En tant que Stéphanois, j'étais content de lire dans votre quotidien du 16 mars que les membres du conseil municipal de Saint-Étienne-des-Grès avait voté, unanimement, une résolution d'opposition au passage de l'oléoduc Énergie Est sur nos terres stéphanoises.

J'en profite pour féliciter les membres du conseil qui se tiennent debout pour la protection de nos eaux souterraines et de notre environnement, cette résolution vous honore.

Pour tous ceux et celles qui suivent le dossier d'assez près, vous savez très bien que les risques d'une catastrophe environnementale sont très réels et que les promoteurs de ce projet ne nous disent pas toujours la vérité, ou en cachent une partie.

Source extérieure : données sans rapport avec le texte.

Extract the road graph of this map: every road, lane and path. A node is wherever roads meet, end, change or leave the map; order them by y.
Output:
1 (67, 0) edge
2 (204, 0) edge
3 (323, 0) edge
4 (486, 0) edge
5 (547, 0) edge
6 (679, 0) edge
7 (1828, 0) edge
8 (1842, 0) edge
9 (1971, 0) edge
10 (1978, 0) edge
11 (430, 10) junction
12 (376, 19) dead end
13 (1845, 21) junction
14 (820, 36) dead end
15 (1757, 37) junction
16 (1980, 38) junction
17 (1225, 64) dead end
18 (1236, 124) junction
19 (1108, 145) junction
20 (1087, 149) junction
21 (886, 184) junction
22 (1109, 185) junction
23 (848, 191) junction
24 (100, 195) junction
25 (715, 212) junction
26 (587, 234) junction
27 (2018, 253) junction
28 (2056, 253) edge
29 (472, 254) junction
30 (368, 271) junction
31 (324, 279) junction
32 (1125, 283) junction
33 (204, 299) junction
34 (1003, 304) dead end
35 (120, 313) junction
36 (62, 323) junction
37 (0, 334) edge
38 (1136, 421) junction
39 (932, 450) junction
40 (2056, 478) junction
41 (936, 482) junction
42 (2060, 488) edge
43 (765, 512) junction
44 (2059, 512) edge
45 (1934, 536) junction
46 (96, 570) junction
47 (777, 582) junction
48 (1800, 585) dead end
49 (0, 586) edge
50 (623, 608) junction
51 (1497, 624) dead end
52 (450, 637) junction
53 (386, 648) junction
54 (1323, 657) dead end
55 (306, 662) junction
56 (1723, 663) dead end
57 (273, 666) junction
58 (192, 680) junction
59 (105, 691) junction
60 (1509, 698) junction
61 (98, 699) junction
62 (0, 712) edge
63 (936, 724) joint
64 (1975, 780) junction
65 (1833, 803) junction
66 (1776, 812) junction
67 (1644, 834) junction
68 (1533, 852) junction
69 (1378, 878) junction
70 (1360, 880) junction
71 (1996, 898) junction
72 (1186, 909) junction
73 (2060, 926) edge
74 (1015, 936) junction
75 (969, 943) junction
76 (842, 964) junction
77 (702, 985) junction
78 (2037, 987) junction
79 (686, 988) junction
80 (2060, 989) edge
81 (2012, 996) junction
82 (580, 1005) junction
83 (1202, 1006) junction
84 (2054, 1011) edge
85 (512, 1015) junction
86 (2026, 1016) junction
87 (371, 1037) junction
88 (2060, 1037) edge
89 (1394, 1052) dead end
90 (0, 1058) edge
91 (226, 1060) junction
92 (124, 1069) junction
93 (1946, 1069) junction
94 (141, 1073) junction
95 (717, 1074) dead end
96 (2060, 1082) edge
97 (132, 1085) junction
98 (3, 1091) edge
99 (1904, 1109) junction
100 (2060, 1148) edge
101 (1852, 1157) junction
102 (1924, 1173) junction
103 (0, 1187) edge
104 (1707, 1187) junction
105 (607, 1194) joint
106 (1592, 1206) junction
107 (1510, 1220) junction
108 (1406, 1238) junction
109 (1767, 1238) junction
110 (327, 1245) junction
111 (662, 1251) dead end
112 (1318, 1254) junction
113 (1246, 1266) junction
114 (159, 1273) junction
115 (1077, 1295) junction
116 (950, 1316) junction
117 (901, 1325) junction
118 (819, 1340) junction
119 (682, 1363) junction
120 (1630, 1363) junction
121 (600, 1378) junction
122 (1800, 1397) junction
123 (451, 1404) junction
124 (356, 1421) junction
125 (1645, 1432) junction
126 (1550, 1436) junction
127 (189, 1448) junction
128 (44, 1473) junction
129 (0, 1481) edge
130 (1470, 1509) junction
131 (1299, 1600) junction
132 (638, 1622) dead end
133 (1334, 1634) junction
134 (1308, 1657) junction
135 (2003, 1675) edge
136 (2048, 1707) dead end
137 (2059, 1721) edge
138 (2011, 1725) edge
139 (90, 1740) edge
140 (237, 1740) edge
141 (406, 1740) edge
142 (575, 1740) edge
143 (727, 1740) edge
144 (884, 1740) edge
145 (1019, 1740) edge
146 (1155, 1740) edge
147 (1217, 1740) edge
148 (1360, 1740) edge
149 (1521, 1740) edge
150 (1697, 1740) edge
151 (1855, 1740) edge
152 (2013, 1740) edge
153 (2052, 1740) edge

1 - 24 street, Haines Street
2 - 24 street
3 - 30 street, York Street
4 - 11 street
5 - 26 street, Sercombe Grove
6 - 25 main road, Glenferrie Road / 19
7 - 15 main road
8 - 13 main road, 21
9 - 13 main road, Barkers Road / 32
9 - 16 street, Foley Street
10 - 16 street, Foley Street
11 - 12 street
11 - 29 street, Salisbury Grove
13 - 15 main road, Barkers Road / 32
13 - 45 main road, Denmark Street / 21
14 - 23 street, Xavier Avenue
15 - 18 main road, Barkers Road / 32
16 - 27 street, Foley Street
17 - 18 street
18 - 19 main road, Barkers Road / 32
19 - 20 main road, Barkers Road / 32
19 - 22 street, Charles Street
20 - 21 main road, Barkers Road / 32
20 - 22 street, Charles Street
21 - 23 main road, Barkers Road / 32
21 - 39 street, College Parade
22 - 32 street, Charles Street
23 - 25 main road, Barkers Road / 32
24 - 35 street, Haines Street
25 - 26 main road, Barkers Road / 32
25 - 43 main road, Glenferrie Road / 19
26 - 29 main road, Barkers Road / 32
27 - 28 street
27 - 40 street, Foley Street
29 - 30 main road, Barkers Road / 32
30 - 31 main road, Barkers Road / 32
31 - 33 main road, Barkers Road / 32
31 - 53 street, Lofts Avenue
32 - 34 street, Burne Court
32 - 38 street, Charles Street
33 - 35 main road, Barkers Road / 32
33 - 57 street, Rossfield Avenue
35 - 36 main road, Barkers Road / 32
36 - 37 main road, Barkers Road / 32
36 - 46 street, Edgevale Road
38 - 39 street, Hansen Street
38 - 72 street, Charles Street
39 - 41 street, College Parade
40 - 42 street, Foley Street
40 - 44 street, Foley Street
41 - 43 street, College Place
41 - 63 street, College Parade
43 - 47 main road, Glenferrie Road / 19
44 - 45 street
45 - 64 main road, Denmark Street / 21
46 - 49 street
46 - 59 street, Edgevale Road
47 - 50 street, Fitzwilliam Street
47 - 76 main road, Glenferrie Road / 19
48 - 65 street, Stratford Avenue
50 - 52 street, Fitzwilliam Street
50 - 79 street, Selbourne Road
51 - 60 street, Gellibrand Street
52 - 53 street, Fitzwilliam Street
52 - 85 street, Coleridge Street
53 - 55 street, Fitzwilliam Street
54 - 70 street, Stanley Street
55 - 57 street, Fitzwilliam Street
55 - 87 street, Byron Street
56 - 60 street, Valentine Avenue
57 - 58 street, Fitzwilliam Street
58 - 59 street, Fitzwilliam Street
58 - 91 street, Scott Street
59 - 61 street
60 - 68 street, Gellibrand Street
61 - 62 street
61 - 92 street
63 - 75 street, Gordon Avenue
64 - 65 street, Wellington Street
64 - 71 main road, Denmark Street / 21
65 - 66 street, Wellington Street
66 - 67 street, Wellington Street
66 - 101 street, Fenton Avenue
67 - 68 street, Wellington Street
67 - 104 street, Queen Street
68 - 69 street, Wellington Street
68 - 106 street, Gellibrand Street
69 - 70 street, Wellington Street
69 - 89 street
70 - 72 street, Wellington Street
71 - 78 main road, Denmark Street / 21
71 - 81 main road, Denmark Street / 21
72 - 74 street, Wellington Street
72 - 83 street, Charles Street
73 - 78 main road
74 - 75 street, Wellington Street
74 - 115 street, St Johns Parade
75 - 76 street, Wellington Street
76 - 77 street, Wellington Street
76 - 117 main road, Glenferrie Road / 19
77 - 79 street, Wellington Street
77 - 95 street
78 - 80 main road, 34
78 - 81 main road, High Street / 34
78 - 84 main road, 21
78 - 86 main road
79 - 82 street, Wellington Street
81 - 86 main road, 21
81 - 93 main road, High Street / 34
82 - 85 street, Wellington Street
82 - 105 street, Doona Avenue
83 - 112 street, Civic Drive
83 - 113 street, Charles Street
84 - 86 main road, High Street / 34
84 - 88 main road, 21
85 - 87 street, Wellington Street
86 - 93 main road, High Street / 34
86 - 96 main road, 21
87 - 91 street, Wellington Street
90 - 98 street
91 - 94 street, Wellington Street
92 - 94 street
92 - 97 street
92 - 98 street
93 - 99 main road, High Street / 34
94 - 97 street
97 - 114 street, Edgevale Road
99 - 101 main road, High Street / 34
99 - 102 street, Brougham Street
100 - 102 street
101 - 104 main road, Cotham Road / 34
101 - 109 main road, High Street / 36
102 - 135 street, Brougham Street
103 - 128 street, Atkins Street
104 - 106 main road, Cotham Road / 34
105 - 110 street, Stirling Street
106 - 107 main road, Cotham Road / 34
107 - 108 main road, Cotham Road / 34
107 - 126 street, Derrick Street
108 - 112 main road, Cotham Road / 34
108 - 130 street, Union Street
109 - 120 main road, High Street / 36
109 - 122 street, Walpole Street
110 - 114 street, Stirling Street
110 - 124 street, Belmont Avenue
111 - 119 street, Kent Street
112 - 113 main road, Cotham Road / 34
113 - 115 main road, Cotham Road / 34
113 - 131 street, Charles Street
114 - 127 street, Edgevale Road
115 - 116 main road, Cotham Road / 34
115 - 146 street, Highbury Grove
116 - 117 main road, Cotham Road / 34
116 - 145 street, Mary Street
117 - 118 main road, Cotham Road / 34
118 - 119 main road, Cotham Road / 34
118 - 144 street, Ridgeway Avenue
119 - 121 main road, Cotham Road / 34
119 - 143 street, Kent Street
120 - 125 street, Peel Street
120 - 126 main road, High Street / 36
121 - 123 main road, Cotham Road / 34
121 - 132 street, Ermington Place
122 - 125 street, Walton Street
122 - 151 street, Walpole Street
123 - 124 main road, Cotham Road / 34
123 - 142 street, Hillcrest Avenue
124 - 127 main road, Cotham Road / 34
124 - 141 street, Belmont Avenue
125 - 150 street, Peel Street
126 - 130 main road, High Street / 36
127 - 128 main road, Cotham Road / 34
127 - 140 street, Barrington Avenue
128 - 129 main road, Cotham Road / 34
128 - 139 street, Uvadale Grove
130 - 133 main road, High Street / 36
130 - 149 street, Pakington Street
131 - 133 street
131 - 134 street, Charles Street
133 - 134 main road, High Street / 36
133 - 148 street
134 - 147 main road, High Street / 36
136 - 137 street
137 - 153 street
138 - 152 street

Selon Équiterre, qui publie sur son site web (http://www.equiterre.org/fiche/projet-oleoduc-energie-est-transcanada) une analyse approfondie de ce dossier, le nombre de fuites dans les pipelines au Canada a triplé depuis dix ans.

Par ailleurs, deux dénonciateurs, Mike Klink et Evan Vokes, ont présenté des plaintes sur les matériaux et la qualité des travaux effectués par la compagnie TransCanada.

Mike Klink, inspecteur chez Bechtel, est un entrepreneur qui a travaillé sur le pipeline Keystone. Il indique que la qualité de l'acier utilisé était inférieure, que la compagnie falsifiait des tests de sécurité et que certaines installations étaient situées sur des terrains inappropriés, comme par exemple sur des zones humides.

Evan Vokes, ancien ingénieur chez TransCanada, ajoute que la compagnie n'adhérait pas à certains règlements de soudage de l'Office national de l'énergie.

Il y a une foule de raisons pour s'opposer à ce projet qui nous fait encourir tous les risques et qui met en danger l'approvisionnement en eau, non seulement des Stéphanoises et Stéphanois, mais de millions de personnes au Québec.

Mais comme vous le savez, ce projet est de juridiction fédérale; les Québécoises et les Québécois ne sont pas décisionnels à cet égard, et c'est bien là le drame. Nos pressions, nos oppositions à ce projet seront-elles entendues?

Voilà un bel exemple, parmi tant d'autres, du carcan dans lequel nous plonge le fédéralisme. Un Québec indépendant serait maître des décisions environnementales sur son territoire.